▸ WHAT TO WORK ON:
Write out the records in full and without alteration, setting aside their pictures.
Start of Block
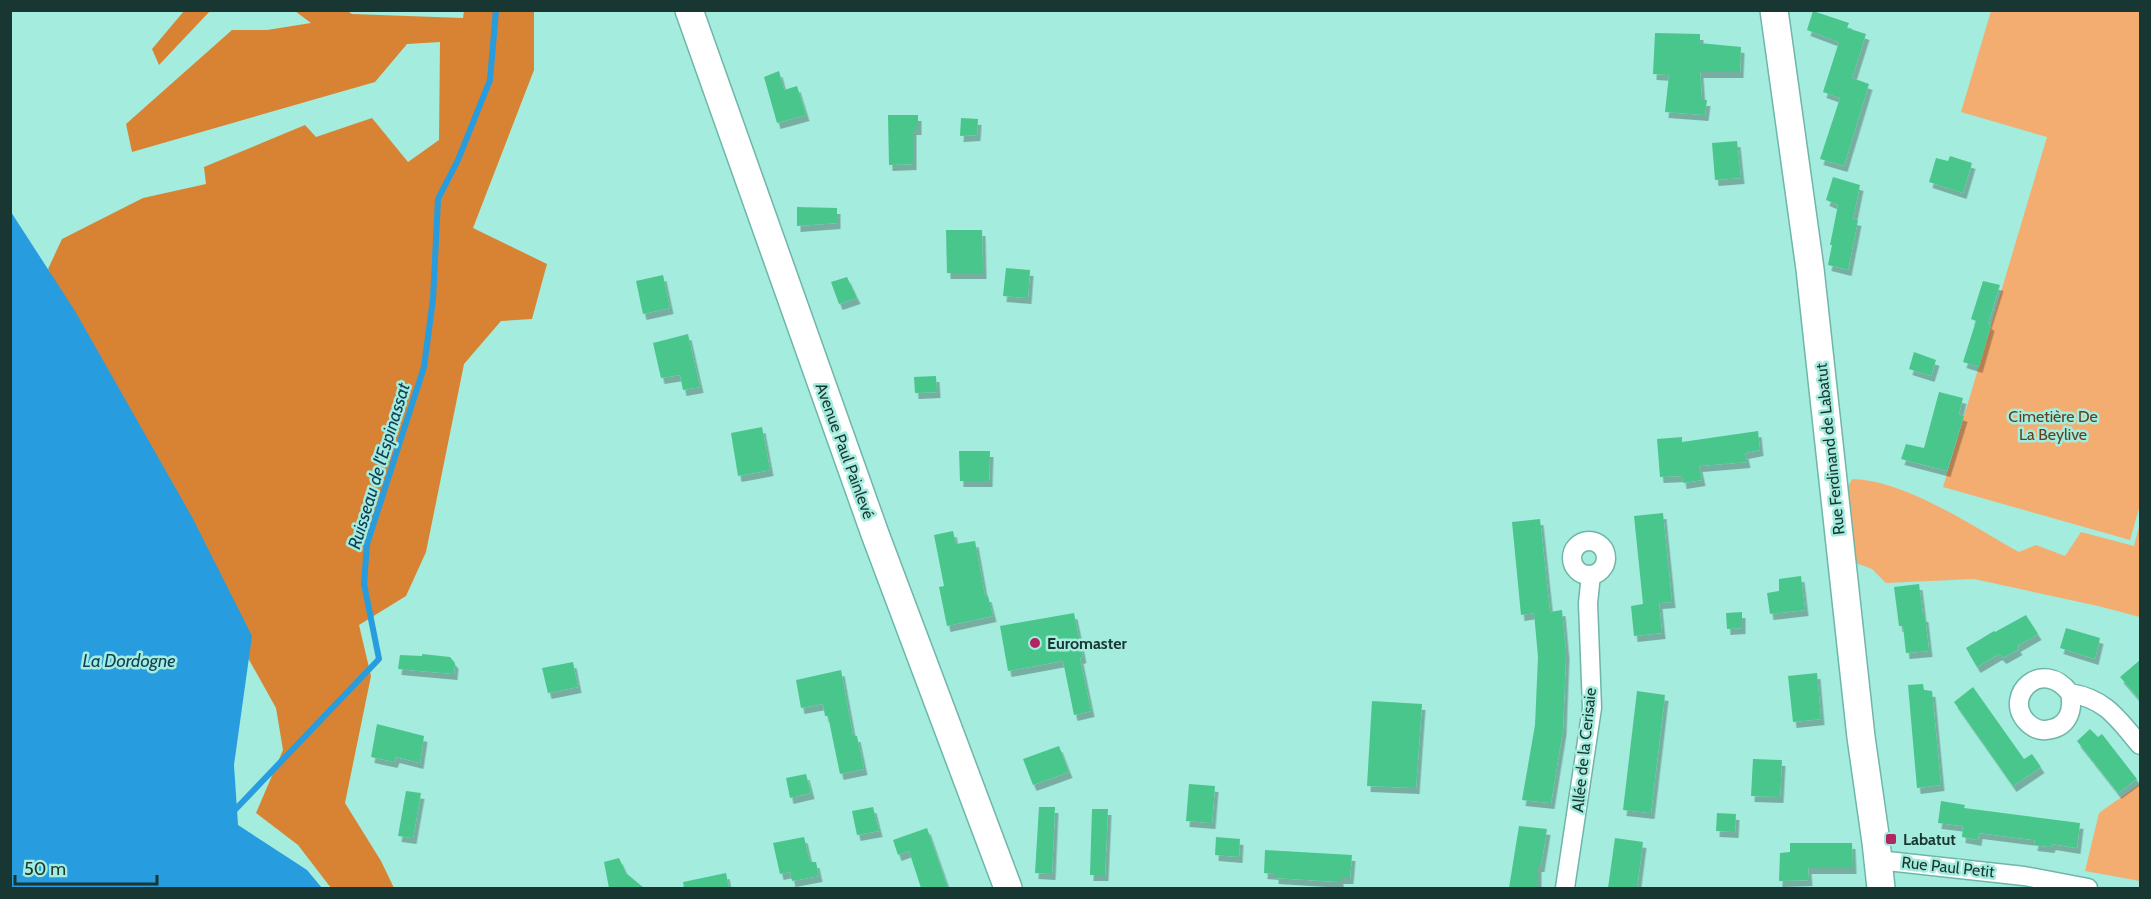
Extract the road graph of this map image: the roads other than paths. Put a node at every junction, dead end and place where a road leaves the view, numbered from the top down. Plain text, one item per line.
1 (689, 10) edge
2 (1774, 10) edge
3 (1591, 575) dead end
4 (2070, 693) dead end
5 (2140, 745) edge
6 (1878, 860) junction
7 (1008, 888) edge
8 (1565, 888) edge
9 (1881, 888) edge
10 (2088, 888) edge

1 - 7 main road, Avenue Paul Painlevé
2 - 6 main road, Rue Ferdinand de Labatut
3 - 8 street, Allée de la Cerisaie
4 - 5 street
6 - 9 main road, Rue Ferdinand de Labatut
6 - 10 street, Rue Paul Petit

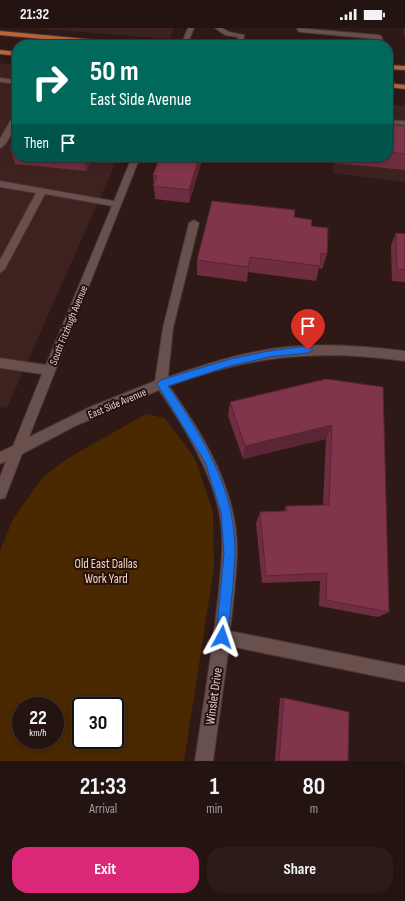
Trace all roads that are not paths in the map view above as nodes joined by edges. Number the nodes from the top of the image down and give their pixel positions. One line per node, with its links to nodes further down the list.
1 (191, 28): 6 (street)
2 (218, 28): 7 (street)
3 (300, 28): 8 (street)
4 (0, 33): 5 (main road)
5 (75, 40)
6 (186, 40)
7 (241, 40)
8 (379, 40)
9 (0, 52): 10 (main road)
10 (12, 53)
11 (393, 67): 12 (main road)
12 (405, 68)
13 (0, 80): 14 (street)
14 (12, 81)
15 (393, 86): 16 (main road)
16 (405, 87)
17 (393, 122): 18 (street)
18 (405, 123)
19 (12, 125): 20 (street)
20 (0, 146)
21 (134, 162): 24 (street, South Fitzhugh Avenue)
22 (0, 184): 23 (street)
23 (42, 192): 24 (street); 26 (street)
24 (117, 204): 29 (street, South Fitzhugh Avenue)
25 (194, 222): 30 (street)
26 (0, 270)
27 (405, 356): 30 (street, East Side Avenue)
28 (0, 363): 29 (street)
29 (50, 370): 31 (street, South Fitzhugh Avenue)
30 (161, 384): 31 (street, East Side Avenue); 34 (street, Winslet Drive)
31 (18, 450): 32 (street, East Side Avenue); 33 (street, South Fitzhugh Avenue)
32 (0, 458)
33 (0, 493)
34 (222, 637): 35 (street); 36 (street, Winslet Drive)
35 (405, 674)
36 (204, 761)

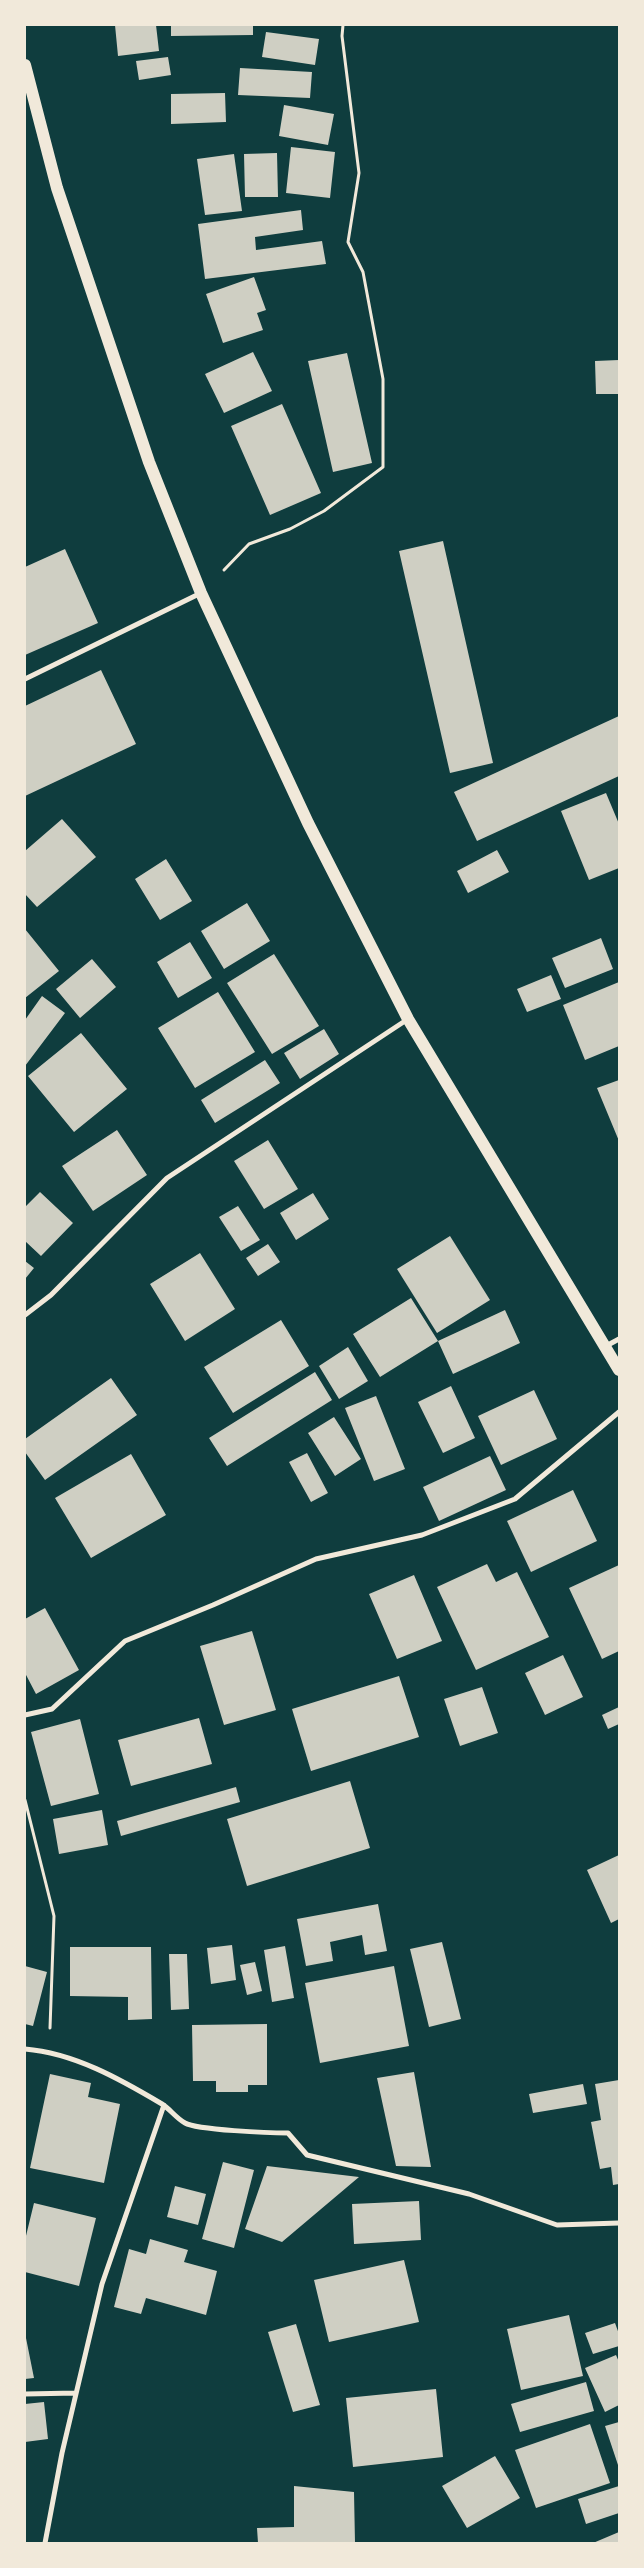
End of Block
▸ ANSWER SECTION:
Extract the road graph of this map image: the roads other than paths. Put a node at every junction, dead end and place where a road leaves the view, numbered from the top down. Plain text, one item per line.
1 (689, 10) edge
2 (1774, 10) edge
3 (1591, 575) dead end
4 (2070, 693) dead end
5 (2140, 745) edge
6 (1878, 860) junction
7 (1008, 888) edge
8 (1565, 888) edge
9 (1881, 888) edge
10 (2088, 888) edge

1 - 7 main road, Avenue Paul Painlevé
2 - 6 main road, Rue Ferdinand de Labatut
3 - 8 street, Allée de la Cerisaie
4 - 5 street
6 - 9 main road, Rue Ferdinand de Labatut
6 - 10 street, Rue Paul Petit

Trace all roads that are not paths in the map view above as nodes joined by edges. Number the nodes from the top of the image down and give their pixel positions. One line per node, with its links to nodes further down the list.
1 (191, 28): 6 (street)
2 (218, 28): 7 (street)
3 (300, 28): 8 (street)
4 (0, 33): 5 (main road)
5 (75, 40)
6 (186, 40)
7 (241, 40)
8 (379, 40)
9 (0, 52): 10 (main road)
10 (12, 53)
11 (393, 67): 12 (main road)
12 (405, 68)
13 (0, 80): 14 (street)
14 (12, 81)
15 (393, 86): 16 (main road)
16 (405, 87)
17 (393, 122): 18 (street)
18 (405, 123)
19 (12, 125): 20 (street)
20 (0, 146)
21 (134, 162): 24 (street, South Fitzhugh Avenue)
22 (0, 184): 23 (street)
23 (42, 192): 24 (street); 26 (street)
24 (117, 204): 29 (street, South Fitzhugh Avenue)
25 (194, 222): 30 (street)
26 (0, 270)
27 (405, 356): 30 (street, East Side Avenue)
28 (0, 363): 29 (street)
29 (50, 370): 31 (street, South Fitzhugh Avenue)
30 (161, 384): 31 (street, East Side Avenue); 34 (street, Winslet Drive)
31 (18, 450): 32 (street, East Side Avenue); 33 (street, South Fitzhugh Avenue)
32 (0, 458)
33 (0, 493)
34 (222, 637): 35 (street); 36 (street, Winslet Drive)
35 (405, 674)
36 (204, 761)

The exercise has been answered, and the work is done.